> _WHAT YOU ARE ASKED TO DO_
A faithful copy of the listing below is required.

> _COLLECTED MATERIAL_
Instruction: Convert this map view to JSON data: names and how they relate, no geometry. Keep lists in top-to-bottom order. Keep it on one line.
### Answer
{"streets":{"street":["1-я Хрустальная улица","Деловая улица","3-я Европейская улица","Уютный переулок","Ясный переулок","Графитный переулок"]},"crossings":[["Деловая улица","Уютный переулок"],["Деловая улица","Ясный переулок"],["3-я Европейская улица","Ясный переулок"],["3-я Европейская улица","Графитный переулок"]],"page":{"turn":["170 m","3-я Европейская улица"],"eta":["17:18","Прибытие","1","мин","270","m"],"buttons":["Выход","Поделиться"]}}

> _EXPECTED OUTPUT_
Instruction: Convert this map view to JSON data: names and how they relate, no geometry. Keep lists in top-to-bottom order. Keep it on one line.
### Answer
{"streets":{"street":["1-я Хрустальная улица","Деловая улица","3-я Европейская улица","Уютный переулок","Ясный переулок","Графитный переулок"]},"crossings":[["Деловая улица","Уютный переулок"],["Деловая улица","Ясный переулок"],["3-я Европейская улица","Ясный переулок"],["3-я Европейская улица","Графитный переулок"]],"page":{"turn":["170 m","3-я Европейская улица"],"eta":["17:18","Прибытие","1","мин","270","m"],"buttons":["Выход","Поделиться"]}}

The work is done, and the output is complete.